- Born: December 25, 1935 Jasper, Alabama, U.S.
- Died: October 14, 2014 (aged 78) Montgomery, Alabama
- Known for: President of the Alabama Education Association, candidate for Governor of Alabama
- Political party: Democratic

= Paul Hubbert =

American politician (1935–2014)

Paul R. Hubbert (December 25, 1935 – October 14, 2014) was an American politician and Democratic gubernatorial candidate from the U.S. state of Alabama. From 1969 to 2011, he was executive secretary-treasurer of the Alabama Education Association, a professional association for teachers. The organization serves many of the functions of a trade union, and is often referred to as such by news media and political opponents. State law prohibits public employees from being represented by a union per se, hence the designation.

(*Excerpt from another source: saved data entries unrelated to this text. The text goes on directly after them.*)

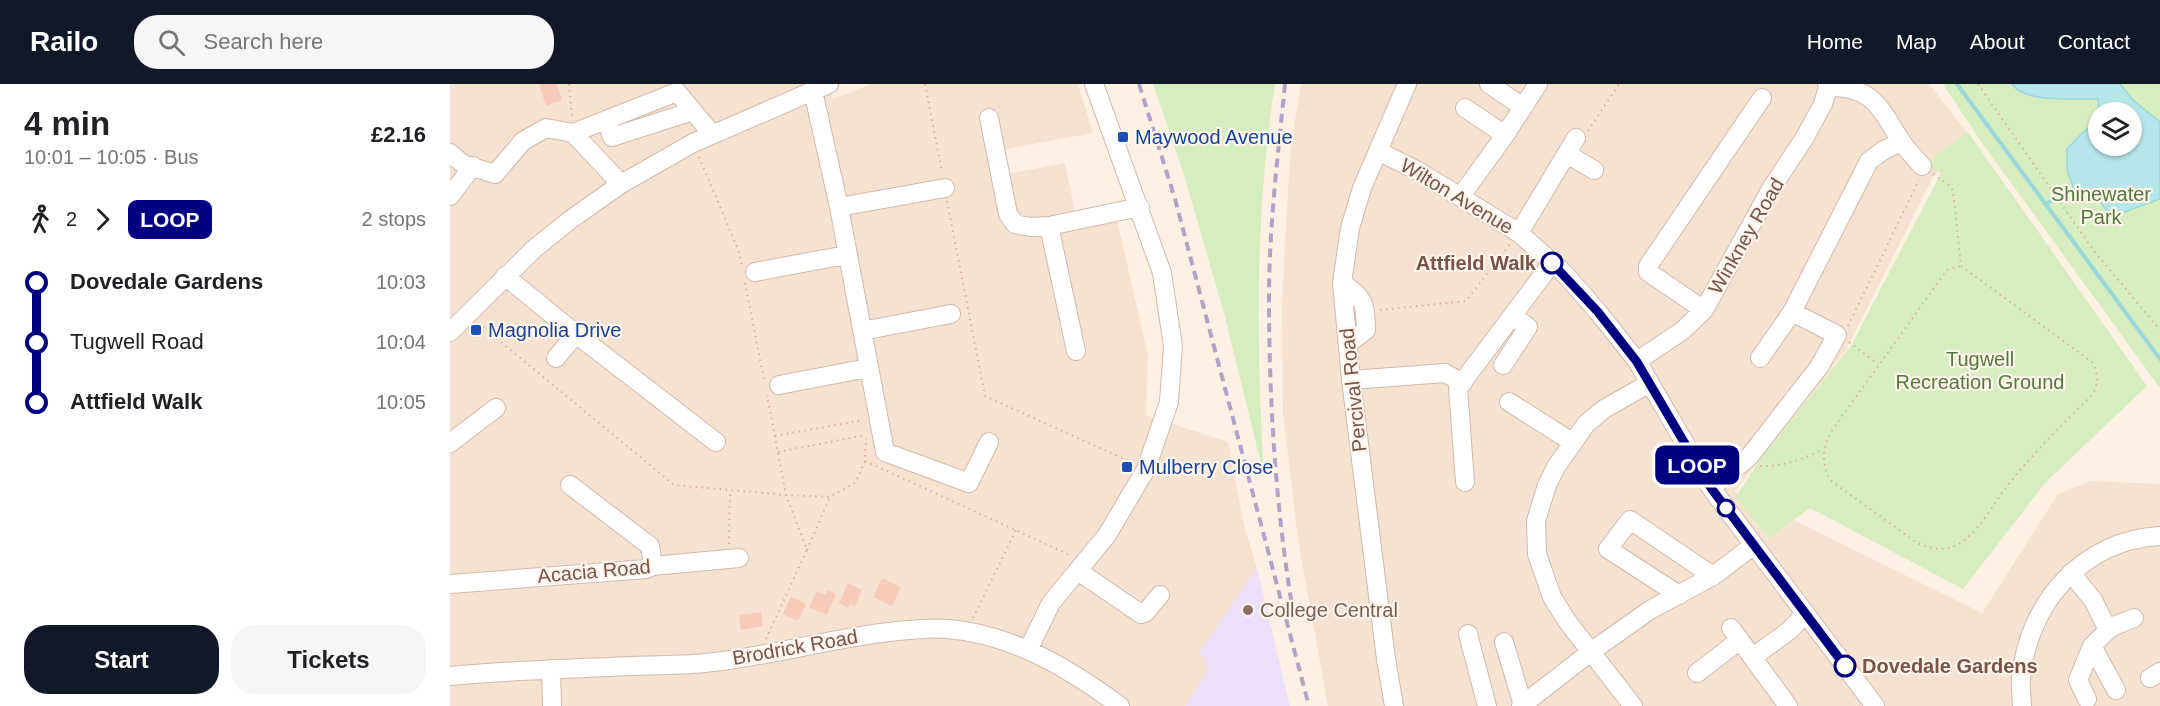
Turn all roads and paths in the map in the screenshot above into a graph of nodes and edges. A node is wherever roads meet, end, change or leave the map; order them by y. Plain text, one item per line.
1 (569, 84) edge
2 (925, 84) edge
3 (1094, 84) edge
4 (1407, 84) edge
5 (1489, 84) edge
6 (1538, 84) edge
7 (1619, 84) edge
8 (1978, 84) edge
9 (1828, 86) edge
10 (821, 87) edge
11 (1762, 98) dead end
12 (1523, 107) junction
13 (1465, 108) dead end
14 (989, 118) dead end
15 (573, 133) junction
16 (712, 134) junction
17 (1505, 135) junction
18 (1576, 138) joint
19 (1902, 142) junction
20 (693, 143) junction
21 (1378, 151) junction
22 (450, 153) edge
23 (1567, 154) junction
24 (473, 166) junction
25 (1923, 167) junction
26 (1594, 170) dead end
27 (621, 184) junction
28 (945, 188) junction
29 (450, 196) edge
30 (1461, 196) junction
31 (839, 207) junction
32 (1140, 207) junction
33 (1049, 226) junction
34 (1519, 232) junction
35 (846, 255) junction
36 (1552, 263) junction
37 (1961, 266) junction
38 (755, 272) dead end
39 (505, 276) junction
40 (1342, 283) junction
41 (1704, 310) junction
42 (1365, 311) junction
43 (1792, 312) junction
44 (951, 314) dead end
45 (467, 315) junction
46 (1513, 316) junction
47 (2160, 330) edge
48 (862, 331) junction
49 (450, 332) edge
50 (1833, 333) junction
51 (576, 334) junction
52 (1348, 344) junction
53 (1076, 351) dead end
54 (556, 358) dead end
55 (1760, 358) dead end
56 (1637, 362) junction
57 (1503, 365) dead end
58 (1879, 365) junction
59 (868, 368) junction
60 (1351, 380) junction
61 (1463, 382) junction
62 (1648, 384) junction
63 (779, 385) dead end
64 (1509, 402) dead end
65 (496, 408) dead end
66 (866, 435) junction
67 (775, 436) junction
68 (716, 442) dead end
69 (989, 442) dead end
70 (1572, 442) junction
71 (450, 443) edge
72 (1823, 449) junction
73 (778, 452) junction
74 (1749, 458) junction
75 (865, 461) junction
76 (1146, 469) junction
77 (1464, 482) dead end
78 (570, 485) dead end
79 (1711, 488) junction
80 (730, 490) junction
81 (786, 495) junction
82 (830, 497) junction
83 (1016, 530) junction
84 (2160, 536) edge
85 (1754, 545) junction
86 (807, 550) junction
87 (734, 559) joint
88 (653, 566) junction
89 (1082, 566) junction
90 (2071, 573) junction
91 (1713, 576) junction
92 (450, 584) edge
93 (1160, 595) dead end
94 (1679, 595) junction
95 (1805, 614) junction
96 (2134, 618) dead end
97 (2108, 630) junction
98 (967, 632) junction
99 (1468, 634) dead end
100 (1504, 642) dead end
101 (2092, 646) junction
102 (1028, 650) junction
103 (1592, 651) junction
104 (759, 655) junction
105 (1753, 657) junction
106 (551, 669) junction
107 (1698, 673) dead end
108 (450, 676) edge
109 (2116, 690) dead end
110 (2087, 699) dead end
111 (552, 706) edge
112 (1120, 706) edge
113 (1394, 706) edge
114 (1486, 706) edge
115 (1522, 706) edge
116 (1633, 706) edge
117 (1788, 706) edge
118 (1875, 706) edge
119 (2022, 706) edge

1 - 15 path
2 - 28 path
3 - 32 street
4 - 21 street, Percival Road
5 - 12 street
6 - 12 street
7 - 18 path
8 - 47 path
9 - 19 street
9 - 41 street, Winkney Road
10 - 16 street
10 - 31 street
11 - 41 street
12 - 17 street
13 - 17 street
14 - 33 street
15 - 16 street
15 - 24 street
15 - 27 street
16 - 20 street
17 - 30 street
18 - 23 street
19 - 25 street
19 - 43 street
20 - 27 street
20 - 67 path
21 - 30 street, Wilton Avenue
21 - 40 street, Percival Road
22 - 24 street
23 - 26 street
23 - 34 street
24 - 29 street
25 - 37 path
25 - 50 path
27 - 39 street
28 - 31 street
28 - 76 path
30 - 34 street, Wilton Avenue
31 - 35 street
32 - 33 street
32 - 76 street
33 - 53 street
34 - 36 street, Wilton Avenue
34 - 42 path
35 - 38 street
35 - 48 street
36 - 46 street
36 - 56 street, Wilton Avenue
37 - 58 path
37 - 72 path
39 - 45 street
39 - 51 street
40 - 42 street
40 - 52 street, Percival Road
41 - 56 street, Winkney Road
42 - 52 street
43 - 50 street
43 - 55 street
44 - 48 street
45 - 49 street
45 - 80 path
46 - 57 street
46 - 61 street
48 - 59 street
50 - 58 path
50 - 74 street
51 - 54 street
51 - 68 street
52 - 60 street, Percival Road
56 - 62 street, Wilton Avenue
58 - 72 path
59 - 63 street
59 - 69 street
60 - 61 street
60 - 113 street, Percival Road
61 - 77 street
62 - 70 street
62 - 79 street, Wilton Avenue
64 - 70 street
65 - 71 street
66 - 67 path
66 - 73 path
66 - 75 path
67 - 73 path
70 - 103 street
72 - 74 path
73 - 81 path
74 - 79 street
75 - 82 path
75 - 83 path
76 - 89 street
78 - 88 street
79 - 85 street, Wilton Avenue
80 - 81 path
80 - 87 path
81 - 82 path
81 - 86 path
82 - 86 path
83 - 89 path
83 - 98 path
84 - 90 street
85 - 91 street
85 - 95 street, Wilton Avenue
86 - 104 path
87 - 88 street, Acacia Road
88 - 92 street, Acacia Road
89 - 93 street
89 - 102 street
90 - 97 street
90 - 119 street
91 - 94 street
91 - 94 street
94 - 103 street
95 - 105 street
95 - 118 street, Wilton Avenue
96 - 97 street
97 - 101 street
98 - 102 street, Brodrick Road
98 - 104 street, Brodrick Road
99 - 114 street
100 - 115 street
101 - 109 street
101 - 110 street
102 - 112 street, Brodrick Road
103 - 115 street
103 - 116 street
104 - 106 street, Brodrick Road
105 - 107 street
105 - 117 street
106 - 108 street, Brodrick Road
106 - 111 street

As president of the AEA, he exerted significant influence upon Alabama politics. In 1990, he ran as the Democratic nominee in the Alabama gubernatorial election, and lost to Republican incumbent H. Guy Hunt. Four years later he was an unsuccessful candidate for the Democratic nomination for governor. He was co-chair of the Alabama Democratic Party, and a target of criticism from the state's Republican party and leadership.

He resigned that role in 2011, after Republicans took control of both chambers of the Alabama Legislature, which greatly diminished the influence of the AEA.

Born in Hubbertville, Alabama, Hubbert was an alumnus of the University of North Alabama, which at the time of his attendance, was named Florence State Teachers College.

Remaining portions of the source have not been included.